YOUR GOAL: The required output is every record, reproduced exactly.

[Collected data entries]
---+---

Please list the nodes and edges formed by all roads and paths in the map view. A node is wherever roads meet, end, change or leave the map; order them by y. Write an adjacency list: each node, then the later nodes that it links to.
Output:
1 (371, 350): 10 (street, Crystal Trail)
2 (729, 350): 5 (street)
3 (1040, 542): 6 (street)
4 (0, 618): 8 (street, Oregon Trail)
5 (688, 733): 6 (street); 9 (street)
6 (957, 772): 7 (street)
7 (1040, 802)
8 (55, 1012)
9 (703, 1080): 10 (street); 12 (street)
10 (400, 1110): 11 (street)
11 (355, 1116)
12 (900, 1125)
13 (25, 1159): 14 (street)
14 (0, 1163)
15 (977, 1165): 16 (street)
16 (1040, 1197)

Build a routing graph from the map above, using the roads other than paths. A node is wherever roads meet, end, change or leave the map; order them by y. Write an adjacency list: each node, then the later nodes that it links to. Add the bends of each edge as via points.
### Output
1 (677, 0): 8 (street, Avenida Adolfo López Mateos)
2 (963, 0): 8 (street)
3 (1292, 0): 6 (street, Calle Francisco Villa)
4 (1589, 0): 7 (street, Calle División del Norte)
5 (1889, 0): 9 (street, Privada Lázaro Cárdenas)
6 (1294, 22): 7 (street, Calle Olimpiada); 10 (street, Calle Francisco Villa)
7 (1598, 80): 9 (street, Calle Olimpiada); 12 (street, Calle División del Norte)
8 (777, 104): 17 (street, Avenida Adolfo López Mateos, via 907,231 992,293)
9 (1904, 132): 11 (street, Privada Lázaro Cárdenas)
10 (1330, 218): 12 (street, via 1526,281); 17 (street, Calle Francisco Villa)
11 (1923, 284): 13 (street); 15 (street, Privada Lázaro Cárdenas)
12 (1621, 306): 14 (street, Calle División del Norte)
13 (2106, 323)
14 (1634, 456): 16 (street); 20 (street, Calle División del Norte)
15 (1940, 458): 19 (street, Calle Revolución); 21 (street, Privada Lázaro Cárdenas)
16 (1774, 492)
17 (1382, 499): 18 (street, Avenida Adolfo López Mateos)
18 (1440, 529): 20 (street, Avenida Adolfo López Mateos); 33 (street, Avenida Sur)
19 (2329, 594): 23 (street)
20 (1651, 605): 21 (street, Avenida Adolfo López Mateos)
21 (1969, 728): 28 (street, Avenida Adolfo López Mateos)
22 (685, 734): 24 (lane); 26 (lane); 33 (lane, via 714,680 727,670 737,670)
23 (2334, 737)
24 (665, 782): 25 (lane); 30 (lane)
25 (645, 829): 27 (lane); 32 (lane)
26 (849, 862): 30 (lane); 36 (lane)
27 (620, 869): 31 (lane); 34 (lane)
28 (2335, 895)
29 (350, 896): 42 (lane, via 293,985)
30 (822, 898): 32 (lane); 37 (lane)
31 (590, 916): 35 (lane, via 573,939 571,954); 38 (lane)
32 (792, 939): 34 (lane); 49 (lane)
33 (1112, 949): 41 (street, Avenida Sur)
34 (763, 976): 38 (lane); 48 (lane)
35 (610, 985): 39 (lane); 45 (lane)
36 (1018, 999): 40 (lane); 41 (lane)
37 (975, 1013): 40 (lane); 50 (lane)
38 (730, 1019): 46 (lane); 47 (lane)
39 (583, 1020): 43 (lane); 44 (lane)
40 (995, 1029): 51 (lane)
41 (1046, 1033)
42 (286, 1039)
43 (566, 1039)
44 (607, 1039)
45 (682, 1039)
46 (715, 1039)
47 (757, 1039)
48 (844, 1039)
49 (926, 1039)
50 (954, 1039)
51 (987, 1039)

---+---

YOUR RESPONSE:
Please list the nodes and edges formed by all roads and paths in the map view. A node is wherever roads meet, end, change or leave the map; order them by y. Write an adjacency list: each node, then the later nodes that it links to.
Output:
1 (371, 350): 10 (street, Crystal Trail)
2 (729, 350): 5 (street)
3 (1040, 542): 6 (street)
4 (0, 618): 8 (street, Oregon Trail)
5 (688, 733): 6 (street); 9 (street)
6 (957, 772): 7 (street)
7 (1040, 802)
8 (55, 1012)
9 (703, 1080): 10 (street); 12 (street)
10 (400, 1110): 11 (street)
11 (355, 1116)
12 (900, 1125)
13 (25, 1159): 14 (street)
14 (0, 1163)
15 (977, 1165): 16 (street)
16 (1040, 1197)

Build a routing graph from the map above, using the roads other than paths. A node is wherever roads meet, end, change or leave the map; order them by y. Write an adjacency list: each node, then the later nodes that it links to. Add the bends of each edge as via points.
### Output
1 (677, 0): 8 (street, Avenida Adolfo López Mateos)
2 (963, 0): 8 (street)
3 (1292, 0): 6 (street, Calle Francisco Villa)
4 (1589, 0): 7 (street, Calle División del Norte)
5 (1889, 0): 9 (street, Privada Lázaro Cárdenas)
6 (1294, 22): 7 (street, Calle Olimpiada); 10 (street, Calle Francisco Villa)
7 (1598, 80): 9 (street, Calle Olimpiada); 12 (street, Calle División del Norte)
8 (777, 104): 17 (street, Avenida Adolfo López Mateos, via 907,231 992,293)
9 (1904, 132): 11 (street, Privada Lázaro Cárdenas)
10 (1330, 218): 12 (street, via 1526,281); 17 (street, Calle Francisco Villa)
11 (1923, 284): 13 (street); 15 (street, Privada Lázaro Cárdenas)
12 (1621, 306): 14 (street, Calle División del Norte)
13 (2106, 323)
14 (1634, 456): 16 (street); 20 (street, Calle División del Norte)
15 (1940, 458): 19 (street, Calle Revolución); 21 (street, Privada Lázaro Cárdenas)
16 (1774, 492)
17 (1382, 499): 18 (street, Avenida Adolfo López Mateos)
18 (1440, 529): 20 (street, Avenida Adolfo López Mateos); 33 (street, Avenida Sur)
19 (2329, 594): 23 (street)
20 (1651, 605): 21 (street, Avenida Adolfo López Mateos)
21 (1969, 728): 28 (street, Avenida Adolfo López Mateos)
22 (685, 734): 24 (lane); 26 (lane); 33 (lane, via 714,680 727,670 737,670)
23 (2334, 737)
24 (665, 782): 25 (lane); 30 (lane)
25 (645, 829): 27 (lane); 32 (lane)
26 (849, 862): 30 (lane); 36 (lane)
27 (620, 869): 31 (lane); 34 (lane)
28 (2335, 895)
29 (350, 896): 42 (lane, via 293,985)
30 (822, 898): 32 (lane); 37 (lane)
31 (590, 916): 35 (lane, via 573,939 571,954); 38 (lane)
32 (792, 939): 34 (lane); 49 (lane)
33 (1112, 949): 41 (street, Avenida Sur)
34 (763, 976): 38 (lane); 48 (lane)
35 (610, 985): 39 (lane); 45 (lane)
36 (1018, 999): 40 (lane); 41 (lane)
37 (975, 1013): 40 (lane); 50 (lane)
38 (730, 1019): 46 (lane); 47 (lane)
39 (583, 1020): 43 (lane); 44 (lane)
40 (995, 1029): 51 (lane)
41 (1046, 1033)
42 (286, 1039)
43 (566, 1039)
44 (607, 1039)
45 (682, 1039)
46 (715, 1039)
47 (757, 1039)
48 (844, 1039)
49 (926, 1039)
50 (954, 1039)
51 (987, 1039)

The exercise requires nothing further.